You try to sit up. Big mistake.
A tanned arm snakes around your waist in an instant and pulls you right back down with a thud against his chest.
“Nooo,” Naruto groans, voice thick and raspy with sleep. “You can’t go. Stay. Say you’re sick. Lie.”
You laugh, a quiet puff against his collarbone. “Kakashi’s the one sending me. I don’t think he’ll buy that.”
“I’ll guilt trip him. Say you were coughing all night.”
“I wasn’t coughing.”
“You were in my heart,” he mumbles, tightening his hold.
You twist just enough to look at him. His blond hair’s a mess, spiky in all the wrong directions, and one blue eye cracks open lazily to peer at you, still swollen with sleep. His cheek is creased from where it was smushed into the pillow, and his lower lip juts out in a full pout.
“Naruto—”
“Baby.” He pulls the covers over both your heads like you can both hide from the duty of being ninjas and all-knowing sensei’s turned hokage. “Don’t leave me here alone with my thoughts. That’s dangerous.”

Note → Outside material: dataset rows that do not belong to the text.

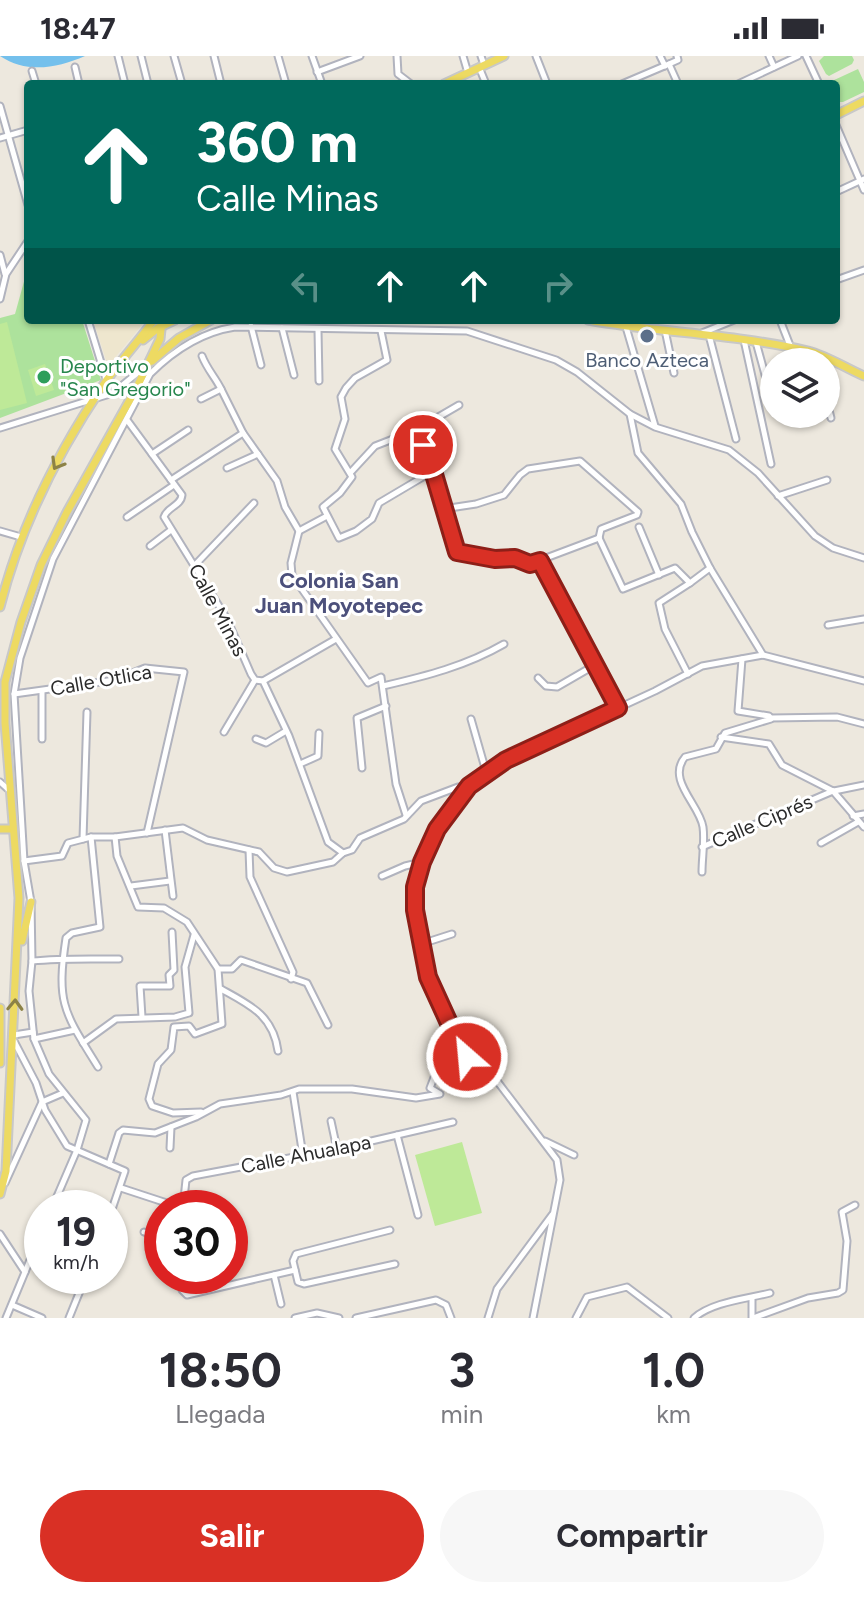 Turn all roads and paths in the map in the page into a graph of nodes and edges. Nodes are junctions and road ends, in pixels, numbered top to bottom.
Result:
1 (118, 56) edge
2 (141, 56) edge
3 (174, 56) edge
4 (214, 56) edge
5 (278, 56) edge
6 (312, 56) edge
7 (360, 56) edge
8 (397, 56) edge
9 (463, 56) edge
10 (481, 56) edge
11 (504, 56) edge
12 (536, 56) edge
13 (660, 56) edge
14 (677, 56) edge
15 (769, 56) edge
16 (798, 56) edge
17 (806, 56) edge
18 (667, 65) junction
19 (482, 66) junction
20 (75, 67) dead end
21 (774, 67) junction
22 (32, 71) dead end
23 (317, 72) junction
24 (468, 73) junction
25 (752, 77) junction
26 (35, 80) edge
27 (78, 80) edge
28 (124, 80) edge
29 (147, 80) edge
30 (181, 80) edge
31 (220, 80) edge
32 (285, 80) edge
33 (320, 80) edge
34 (406, 80) edge
35 (454, 80) edge
36 (485, 80) edge
37 (545, 80) edge
38 (631, 80) edge
39 (676, 80) edge
40 (746, 80) edge
41 (754, 80) edge
42 (817, 80) edge
43 (864, 101) edge
44 (0, 106) edge
45 (840, 113) edge
46 (24, 131) edge
47 (840, 133) edge
48 (8, 136) junction
49 (0, 138) edge
50 (862, 180) edge
51 (840, 190) edge
52 (864, 190) edge
53 (24, 191) edge
54 (24, 247) edge
55 (0, 255) edge
56 (864, 270) edge
57 (6, 274) junction
58 (840, 279) edge
59 (0, 299) edge
60 (89, 324) edge
61 (151, 324) edge
62 (161, 324) edge
63 (163, 324) edge
64 (204, 324) edge
65 (468, 324) edge
66 (725, 324) edge
67 (782, 324) edge
68 (631, 325) edge
69 (251, 326) junction
70 (282, 328) junction
71 (665, 329) junction
72 (318, 330) junction
73 (381, 331) junction
74 (467, 331) junction
75 (706, 333) junction
76 (744, 340) junction
77 (756, 342) junction
78 (137, 344) junction
79 (791, 348) joint
80 (202, 356) dead end
81 (760, 356) edge
82 (261, 365) dead end
83 (840, 365) edge
84 (147, 370) junction
85 (674, 373) dead end
86 (294, 375) dead end
87 (864, 376) edge
88 (107, 380) junction
89 (319, 381) dead end
90 (221, 389) junction
91 (96, 397) junction
92 (201, 399) dead end
93 (459, 405) dead end
94 (630, 414) junction
95 (127, 420) junction
96 (655, 427) junction
97 (0, 428) edge
98 (188, 430) dead end
99 (416, 430) junction
100 (243, 433) junction
101 (736, 439) dead end
102 (152, 454) junction
103 (258, 454) junction
104 (771, 464) dead end
105 (227, 468) dead end
106 (433, 471) junction
107 (351, 472) junction
108 (827, 480) dead end
109 (172, 482) junction
110 (778, 496) junction
111 (254, 503) dead end
112 (443, 509) junction
113 (327, 516) junction
114 (127, 517) dead end
115 (639, 527) dead end
116 (171, 530) junction
117 (0, 531) edge
118 (299, 531) junction
119 (21, 537) junction
120 (599, 538) junction
121 (150, 546) dead end
122 (864, 558) edge
123 (540, 561) junction
124 (195, 565) junction
125 (710, 568) junction
126 (659, 575) junction
127 (690, 583) junction
128 (0, 607) edge
129 (864, 619) edge
130 (828, 625) dead end
131 (336, 639) junction
132 (504, 644) dead end
133 (763, 655) junction
134 (742, 659) junction
135 (595, 665) junction
136 (688, 674) junction
137 (538, 678) dead end
138 (255, 680) junction
139 (263, 681) junction
140 (864, 681) edge
141 (383, 686) junction
142 (42, 691) junction
143 (14, 694) junction
144 (386, 706) junction
145 (618, 708) junction
146 (87, 712) dead end
147 (771, 718) junction
148 (471, 719) dead end
149 (864, 724) edge
150 (287, 731) junction
151 (224, 732) dead end
152 (319, 733) dead end
153 (721, 737) junction
154 (42, 739) dead end
155 (256, 739) dead end
156 (300, 764) junction
157 (362, 768) dead end
158 (487, 775) junction
159 (0, 782) edge
160 (864, 785) edge
161 (469, 786) junction
162 (833, 791) junction
163 (11, 792) junction
164 (864, 814) edge
165 (406, 815) junction
166 (853, 816) junction
167 (858, 822) junction
168 (864, 827) edge
169 (0, 829) edge
170 (13, 829) junction
171 (165, 830) junction
172 (147, 833) junction
173 (91, 837) junction
174 (115, 837) junction
175 (83, 839) junction
176 (821, 843) dead end
177 (702, 847) junction
178 (249, 850) junction
179 (343, 853) junction
180 (24, 861) junction
181 (422, 862) junction
182 (702, 872) dead end
183 (382, 876) dead end
184 (170, 881) junction
185 (131, 886) junction
186 (173, 896) dead end
187 (31, 902) junction
188 (172, 932) dead end
189 (194, 934) junction
190 (452, 934) dead end
191 (421, 944) junction
192 (63, 958) junction
193 (17, 959) junction
194 (119, 959) dead end
195 (32, 961) junction
196 (218, 969) junction
197 (291, 979) junction
198 (221, 989) junction
199 (0, 1008) edge
200 (142, 1017) junction
201 (175, 1017) junction
202 (0, 1023) edge
203 (328, 1025) dead end
204 (174, 1027) junction
205 (75, 1030) junction
206 (34, 1036) junction
207 (14, 1038) junction
208 (83, 1043) junction
209 (278, 1051) dead end
210 (471, 1054) junction
211 (0, 1063) edge
212 (98, 1067) dead end
213 (293, 1092) junction
214 (63, 1093) junction
215 (42, 1102) junction
216 (205, 1111) junction
217 (331, 1121) dead end
218 (453, 1122) dead end
219 (171, 1127) junction
220 (397, 1135) junction
221 (544, 1141) junction
222 (170, 1148) dead end
223 (337, 1149) junction
224 (77, 1150) junction
225 (574, 1155) dead end
226 (303, 1156) junction
227 (109, 1164) junction
228 (121, 1188) joint
229 (60, 1190) edge
230 (184, 1190) edge
231 (0, 1195) edge
232 (144, 1196) edge
233 (855, 1205) dead end
234 (553, 1214) junction
235 (418, 1215) dead end
236 (390, 1230) dead end
237 (0, 1234) edge
238 (395, 1264) dead end
239 (24, 1270) edge
240 (295, 1270) junction
241 (24, 1275) edge
242 (274, 1275) junction
243 (248, 1281) edge
244 (770, 1293) dead end
245 (79, 1294) edge
246 (752, 1298) junction
247 (281, 1304) dead end
248 (12, 1305) junction
249 (385, 1315) edge
250 (6, 1318) edge
251 (42, 1318) edge
252 (69, 1318) edge
253 (295, 1318) edge
254 (338, 1318) edge
255 (356, 1318) edge
256 (451, 1318) edge
257 (488, 1318) edge
258 (533, 1318) edge
259 (576, 1318) edge
260 (668, 1318) edge
261 (694, 1318) edge
262 (753, 1318) edge

1 - 28 street
2 - 29 street
3 - 30 street
4 - 31 street
5 - 32 street
6 - 23 street
7 - 23 street
8 - 34 street
9 - 24 street
10 - 19 street
11 - 19 main road
12 - 37 street
13 - 18 street
14 - 18 street
15 - 21 street
16 - 21 street
17 - 42 street
18 - 38 street
18 - 39 street
19 - 24 main road
19 - 36 street
20 - 27 street
21 - 25 street
22 - 26 street
23 - 33 street
24 - 35 main road
25 - 40 street
25 - 41 street
43 - 45 main road
44 - 48 street
46 - 48 street
47 - 50 street
48 - 49 street
48 - 53 street
50 - 51 street
50 - 52 street
54 - 57 street
55 - 57 street
56 - 58 street
57 - 59 street
60 - 88 street
61 - 78 main road
62 - 78 main road
63 - 84 main road
64 - 84 main road
65 - 74 street
66 - 75 street
67 - 79 street
68 - 71 main road
68 - 96 street
69 - 70 street
69 - 82 street
69 - 84 street
70 - 72 street
70 - 86 street
71 - 75 main road
71 - 85 street
72 - 73 street
72 - 89 street
73 - 74 street
73 - 107 street
74 - 94 street
75 - 76 main road
75 - 101 street
76 - 77 main road
76 - 104 street
77 - 79 main road
77 - 81 street
78 - 88 main road
80 - 90 street
83 - 87 main road
84 - 91 street
84 - 95 street
84 - 163 main road
88 - 91 main road
90 - 92 street
90 - 100 street
91 - 97 street
91 -> 119 main road
93 - 99 street
94 - 96 street
94 - 125 street
95 - 102 street
95 - 143 street
96 - 110 street
98 - 102 street
99 - 106 street
99 - 107 street
100 - 103 street
100 - 109 street
102 - 109 street
103 - 105 street
103 - 118 street
106 - 112 street
106 - 113 street
107 - 113 street
108 - 110 street
109 - 114 street
109 - 116 street
110 - 122 street
111 - 124 street
112 - 120 street
112 - 123 street
113 - 118 street
115 - 126 street
116 - 121 street
116 - 124 street, Calle Minas
117 - 119 street
118 - 131 street
119 - 128 main road
120 - 123 street
120 - 126 street
123 - 135 street
124 - 138 street, Calle Minas
125 - 127 street
125 - 133 street
126 - 127 street
127 - 136 street
129 - 130 street
131 - 139 street
131 - 141 street
132 - 141 street
133 - 134 street
133 - 140 street
134 - 136 street
134 - 147 street
135 - 137 street
135 - 145 street
136 - 145 street
138 - 139 street, Calle Minas
138 - 151 street
139 - 150 street
141 - 144 street
142 - 143 street, Calle Otlica
142 - 154 street
142 - 172 street, Calle Otlica
143 - 180 street
144 - 157 street
144 - 165 street
145 - 158 street
146 - 175 street
147 - 149 street
147 - 153 street
148 - 158 street
150 - 155 street
150 - 156 street
152 - 156 street
153 - 162 street, Calle Ciprés
153 - 177 street
156 - 179 street
158 - 161 street
159 - 163 street
160 - 162 street
161 - 165 street
161 - 181 street
162 - 166 street
162 - 177 street, Calle Ciprés
163 - 170 main road
164 - 166 street
165 - 179 street
166 - 167 street
167 - 168 street
167 - 176 street
169 - 170 main road
170 - 193 main road
171 - 172 street
171 - 178 street
171 - 184 street
172 - 174 street
173 - 174 street
173 - 175 street
173 - 192 street
174 - 185 street
175 - 180 street
177 - 182 street
178 - 179 street
178 - 197 street
180 - 187 street
181 - 183 street
181 - 191 street
184 - 185 street
184 - 186 street
185 - 189 street
187 - 193 main road
187 - 195 street
188 - 200 street
189 - 196 street
189 - 201 street
190 - 191 street
191 - 210 street
192 - 194 street
192 - 195 street
192 - 205 street
207 -> 193 main road
195 - 206 street
196 - 197 street
196 - 198 street
197 - 203 street
198 - 204 street
198 - 209 street
199 - 202 main road
200 - 201 street
200 - 208 street
201 - 204 street
202 - 211 main road
204 - 216 street
205 - 206 street
205 - 208 street
206 - 207 street
206 - 214 street
207 - 215 street
207 - 231 main road
208 - 212 street
210 - 213 street
210 - 221 street
213 - 216 street
213 - 226 street
214 - 215 street
214 - 224 street
215 - 224 street
215 - 231 street
216 - 219 street
217 - 223 street
218 - 220 street, Calle Ahualapa
219 - 222 street
219 - 227 street
220 - 223 street, Calle Ahualapa
220 - 235 street
221 - 225 street
221 - 234 street
223 - 226 street, Calle Ahualapa
224 - 227 street
224 - 229 street
226 - 230 street, Calle Ahualapa
227 - 228 street
228 - 232 street
233 - 262 street
234 - 257 street
234 - 258 street
236 - 240 street
237 - 239 street
238 - 240 street
240 - 242 street
241 - 248 street
242 - 243 street
242 - 247 street
244 - 246 street
245 - 252 street
246 - 261 street
246 - 262 street
248 - 250 street
248 - 251 street
249 - 255 street
249 - 256 street
253 - 254 street
259 - 260 street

“You mean your empty fridge.”
“Exactly. I’ll starve without you.”
You press your forehead to his chest, trying not to giggle, even as his fingers find the curve of your spine and start drawing lazy circles into your skin.
“You’re being dramatic.”
“I’m nineteen and in love,” Naruto says, like it’s the greatest burden in the world. “I need you. For emotional support. And for cooking.”
There’s a beat of quiet. You can hear the slow, steady thump of his heart against your ear, feel the way his thumb traces along the dip of your lower back. His voice is smaller when he says:
“I just always miss you when you’re gone.”
And that — that always gets you. So you melt a little. Stay a little longer. Let him bury his nose in your hair and mutter things like you smell so good and Konoha missions are dumb and I should just come with you and protect you like a proper boyfriend.
Eventually, you’ll have to get up. Pull on your vest, tighten your sandals, and head to the Hokage’s office. But not yet.
Right now, you’re just a girl in bed, wrapped in the arms of the clingiest boy in the village, who happens to love you harder than anyone else in the world.